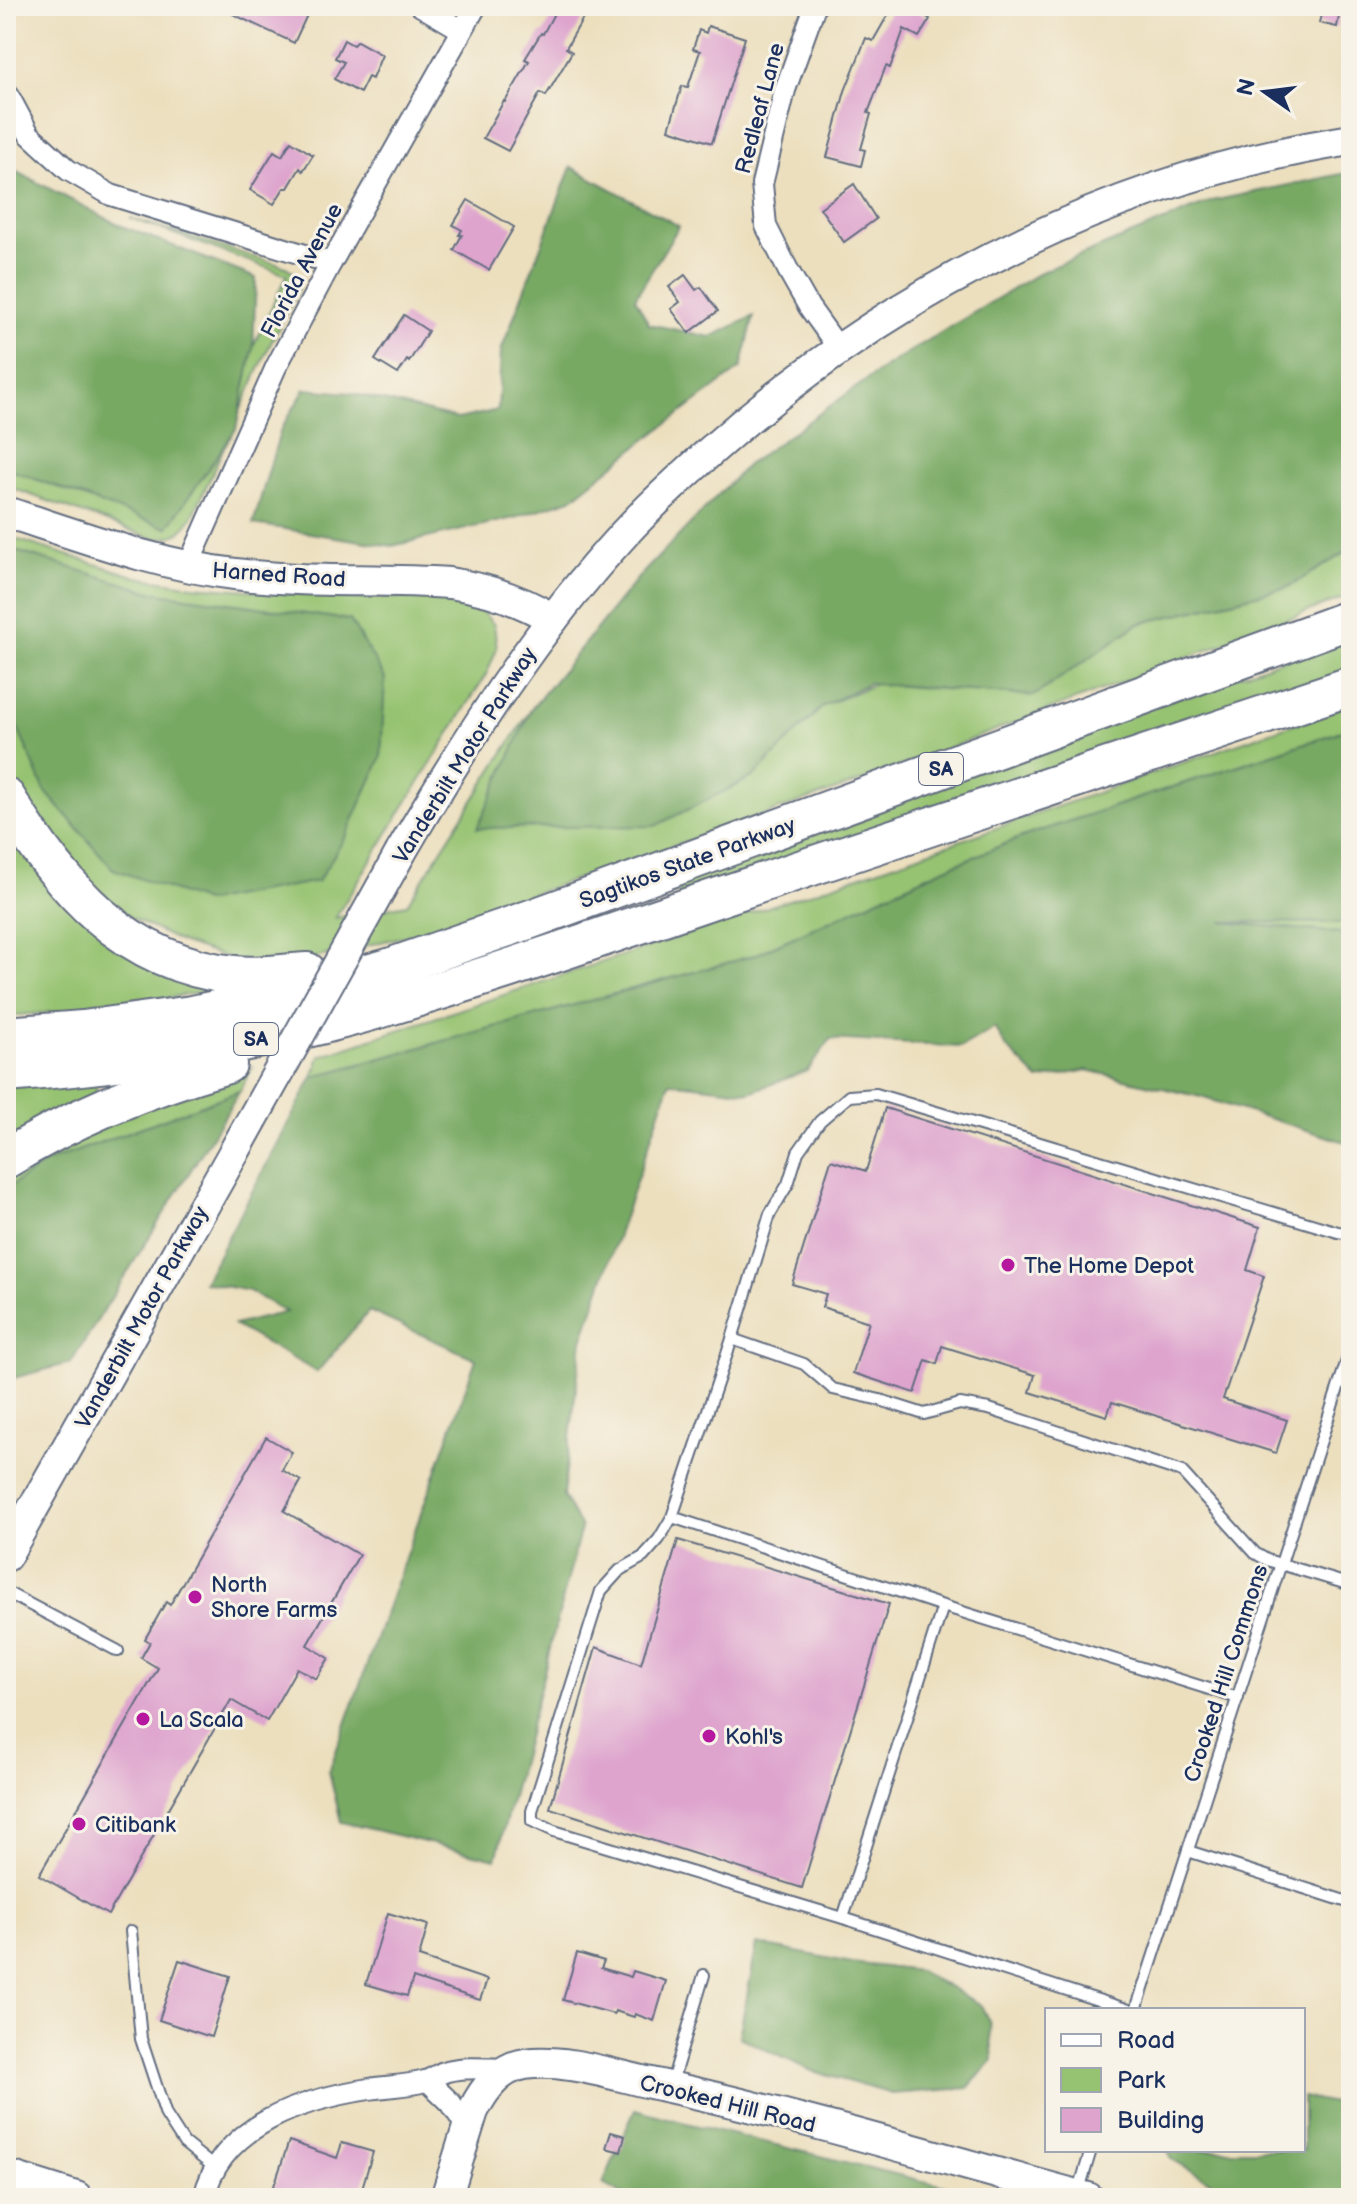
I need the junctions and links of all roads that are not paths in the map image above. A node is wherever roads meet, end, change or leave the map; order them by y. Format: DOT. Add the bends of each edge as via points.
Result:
graph roads {
  1 [pos="421,6"];
  2 [pos="476,6"];
  3 [pos="815,6"];
  4 [pos="462,30"];
  5 [pos="6,91"];
  6 [pos="1351,140"];
  7 [pos="331,263"];
  8 [pos="839,349"];
  9 [pos="6,512"];
  10 [pos="188,566"];
  11 [pos="553,619"];
  12 [pos="1351,619"];
  13 [pos="1351,686"];
  14 [pos="6,798"];
  15 [pos="389,968"];
  16 [pos="499,971"];
  17 [pos="6,1036"];
  18 [pos="6,1073"];
  19 [pos="6,1159"];
  20 [pos="1351,1234"];
  21 [pos="732,1339"];
  22 [pos="1351,1348"];
  23 [pos="672,1517"];
  24 [pos="6,1556"];
  25 [pos="1281,1565"];
  26 [pos="1351,1585"];
  27 [pos="6,1592"];
  28 [pos="943,1606"];
  29 [pos="118,1651"];
  30 [pos="1238,1698"];
  31 [pos="1188,1851"];
  32 [pos="1351,1903"];
  33 [pos="843,1918"];
  34 [pos="131,1931"];
  35 [pos="704,1975"];
  36 [pos="1123,2008"];
  37 [pos="1137,2008"];
  38 [pos="509,2069"];
  39 [pos="428,2081"];
  40 [pos="671,2087"];
  41 [pos="467,2128"];
  42 [pos="1091,2152"];
  43 [pos="215,2168"];
  44 [pos="6,2176"];
  45 [pos="1082,2197"];
  46 [pos="76,2198"];
  47 [pos="204,2198"];
  48 [pos="446,2198"];
  1 -- 4 [label="street"];
  2 -- 4 [label="street, Florida Avenue"];
  3 -- 8 [label="street, Redleaf Lane" via="785,90 762,184 766,226 809,307"];
  4 -- 7 [label="street, Florida Avenue"];
  5 -- 7 [label="street" via="29,134 68,170 111,195"];
  6 -- 8 [label="main road, Vanderbilt Motor Parkway" via="1204,174 1057,226 948,280"];
  7 -- 10 [label="street, Florida Avenue" via="276,367"];
  8 -- 11 [label="main road, Vanderbilt Motor Parkway" via="682,476"];
  9 -- 10 [label="main road, Harned Road"];
  10 -- 11 [label="main road, Harned Road" via="280,578 461,585 504,596"];
  11 -- 24 [label="main road, Vanderbilt Motor Parkway, bridge" via="478,726 401,852"];
  12 -- 15 [label="highway, Sagtikos State Parkway / SA"];
  13 -- 16 [label="highway, Sagtikos State Parkway / SA"];
  14 -- 15 [label="highway" via="47,861 91,909 170,959 237,976"];
  15 -- 17 [label="highway, Sagtikos State Parkway / SA" via="192,1015"];
  16 -- 18 [label="highway, Sagtikos State Parkway / SA" via="265,1037 130,1060"];
  16 -- 19 [label="highway" via="402,1018 223,1065 142,1094"];
  20 -- 21 [label="lane" via="876,1094 849,1096 820,1121 798,1152 788,1184 770,1214"];
  21 -- 23 [label="lane"];
  21 -- 25 [label="lane" via="804,1364 833,1389 924,1414 960,1404 989,1409 1182,1472 1255,1553"];
  22 -- 25 [label="lane, Crooked Hill Commons"];
  23 -- 28 [label="lane"];
  23 -- 33 [label="lane" via="643,1557 620,1570 601,1591 532,1821"];
  25 -- 26 [label="lane"];
  25 -- 30 [label="lane, Crooked Hill Commons"];
  27 -- 29 [label="lane"];
  28 -- 30 [label="lane"];
  28 -- 33 [label="lane"];
  30 -- 31 [label="lane, Crooked Hill Commons"];
  31 -- 32 [label="lane"];
  31 -- 37 [label="lane, Crooked Hill Commons"];
  33 -- 36 [label="lane"];
  34 -- 43 [label="lane" via="141,2039 166,2115 184,2143"];
  35 -- 40 [label="lane"];
  38 -- 39 [label="street" via="447,2071"];
  38 -- 40 [label="main road, Crooked Hill Road" via="554,2064"];
  38 -- 41 [label="main road" via="479,2098"];
  39 -- 41 [label="street"];
  39 -- 43 [label="street" via="349,2093 284,2114 257,2126"];
  40 -- 45 [label="main road, Crooked Hill Road"];
  41 -- 48 [label="main road"];
  42 -- 45 [label="lane"];
  43 -- 47 [label="street"];
  44 -- 46 [label="main road"];
}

· · · · · · ·

* _PROBLEM_: Which of the lines above carry the string "Parkway"? Copy every one.

* _REPLY TO THE TASK_:
  6 -- 8 [label="main road, Vanderbilt Motor Parkway" via="1204,174 1057,226 948,280"];
  8 -- 11 [label="main road, Vanderbilt Motor Parkway" via="682,476"];
  11 -- 24 [label="main road, Vanderbilt Motor Parkway, bridge" via="478,726 401,852"];
  12 -- 15 [label="highway, Sagtikos State Parkway / SA"];
  13 -- 16 [label="highway, Sagtikos State Parkway / SA"];
  15 -- 17 [label="highway, Sagtikos State Parkway / SA" via="192,1015"];
  16 -- 18 [label="highway, Sagtikos State Parkway / SA" via="265,1037 130,1060"];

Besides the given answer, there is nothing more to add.